An exact reproduction of the data below is expected, free of images.

** Opening Data for review block **

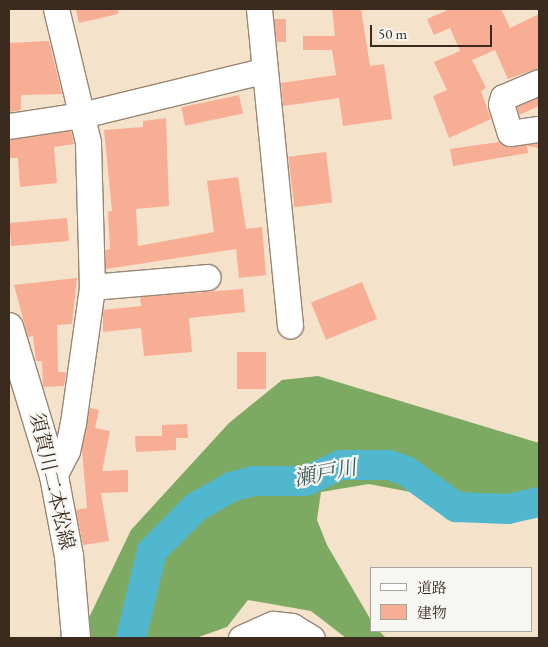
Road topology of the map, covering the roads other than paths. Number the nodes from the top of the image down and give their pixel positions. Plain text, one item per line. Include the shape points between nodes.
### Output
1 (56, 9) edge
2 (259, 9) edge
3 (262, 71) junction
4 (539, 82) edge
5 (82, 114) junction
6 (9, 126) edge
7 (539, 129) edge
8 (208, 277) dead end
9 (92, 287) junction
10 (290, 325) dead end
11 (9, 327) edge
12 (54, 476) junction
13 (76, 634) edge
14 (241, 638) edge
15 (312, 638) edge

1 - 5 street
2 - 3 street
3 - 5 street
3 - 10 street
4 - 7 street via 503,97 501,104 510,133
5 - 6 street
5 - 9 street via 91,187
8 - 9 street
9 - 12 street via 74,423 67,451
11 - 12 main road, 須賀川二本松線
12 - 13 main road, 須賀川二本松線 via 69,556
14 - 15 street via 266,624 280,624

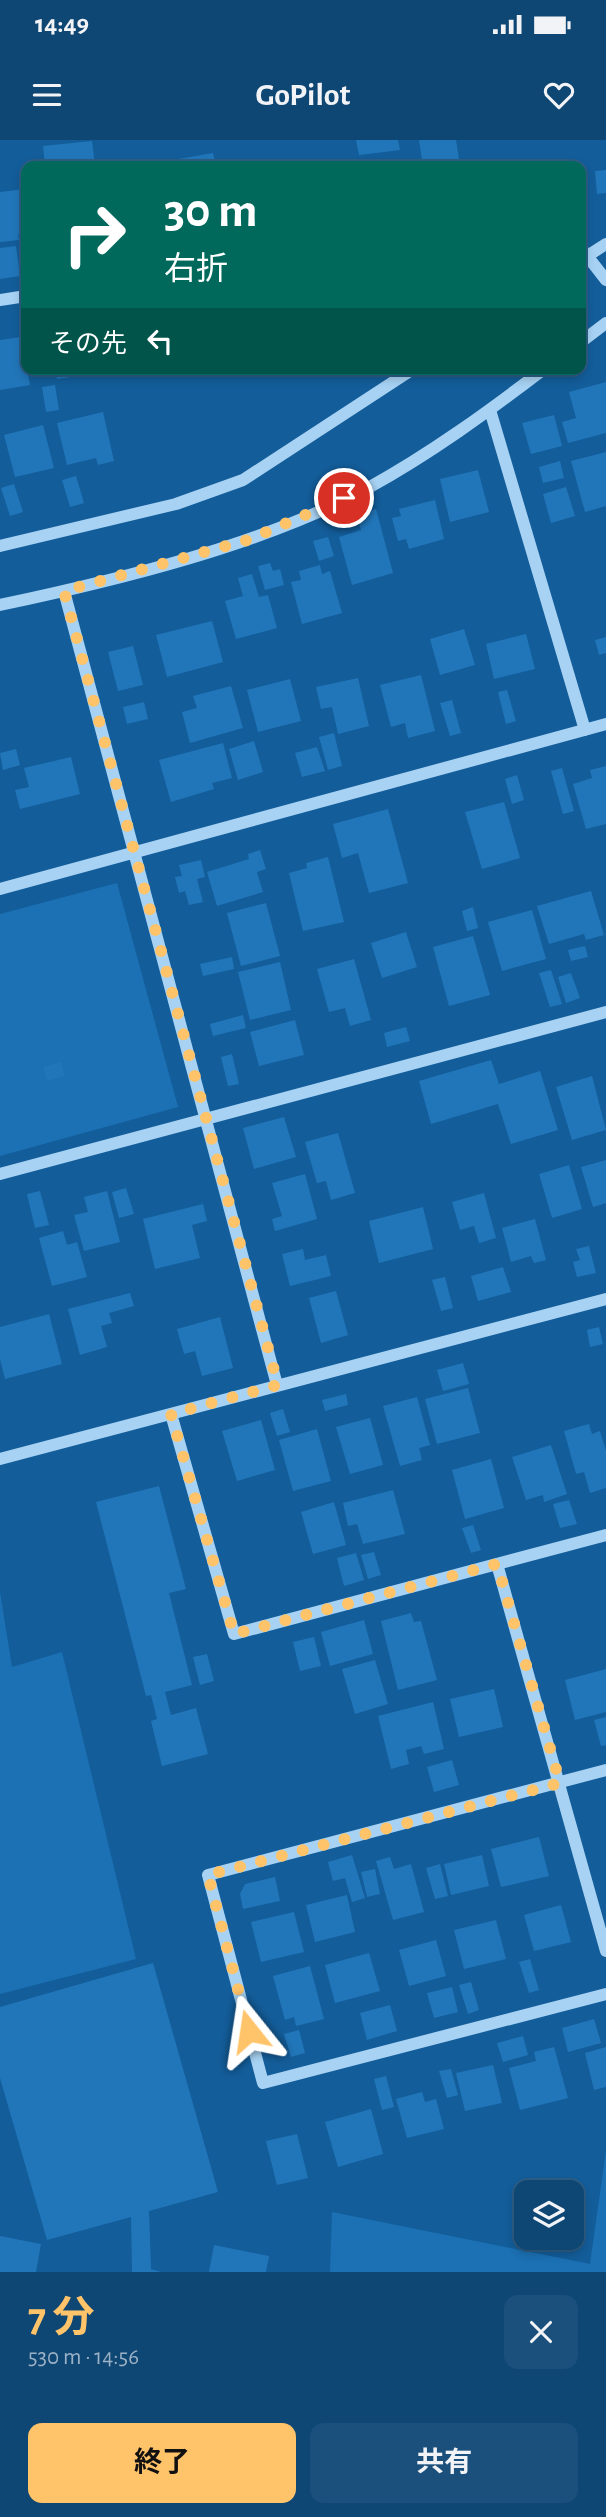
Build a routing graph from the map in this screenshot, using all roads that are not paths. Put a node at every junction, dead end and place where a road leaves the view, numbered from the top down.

** Closing Data for review block **

• _Solved problem_
Road topology of the map, covering the roads other than paths. Number the nodes from the top of the image down and give their pixel positions. Plain text, one item per line. Include the shape points between nodes.
### Output
1 (56, 9) edge
2 (259, 9) edge
3 (262, 71) junction
4 (539, 82) edge
5 (82, 114) junction
6 (9, 126) edge
7 (539, 129) edge
8 (208, 277) dead end
9 (92, 287) junction
10 (290, 325) dead end
11 (9, 327) edge
12 (54, 476) junction
13 (76, 634) edge
14 (241, 638) edge
15 (312, 638) edge

1 - 5 street
2 - 3 street
3 - 5 street
3 - 10 street
4 - 7 street via 503,97 501,104 510,133
5 - 6 street
5 - 9 street via 91,187
8 - 9 street
9 - 12 street via 74,423 67,451
11 - 12 main road, 須賀川二本松線
12 - 13 main road, 須賀川二本松線 via 69,556
14 - 15 street via 266,624 280,624

Build a routing graph from the map in this screenshot, using all roads that are not paths. Put a node at every junction, dead end and place where a road leaves the view, numbered from the top down.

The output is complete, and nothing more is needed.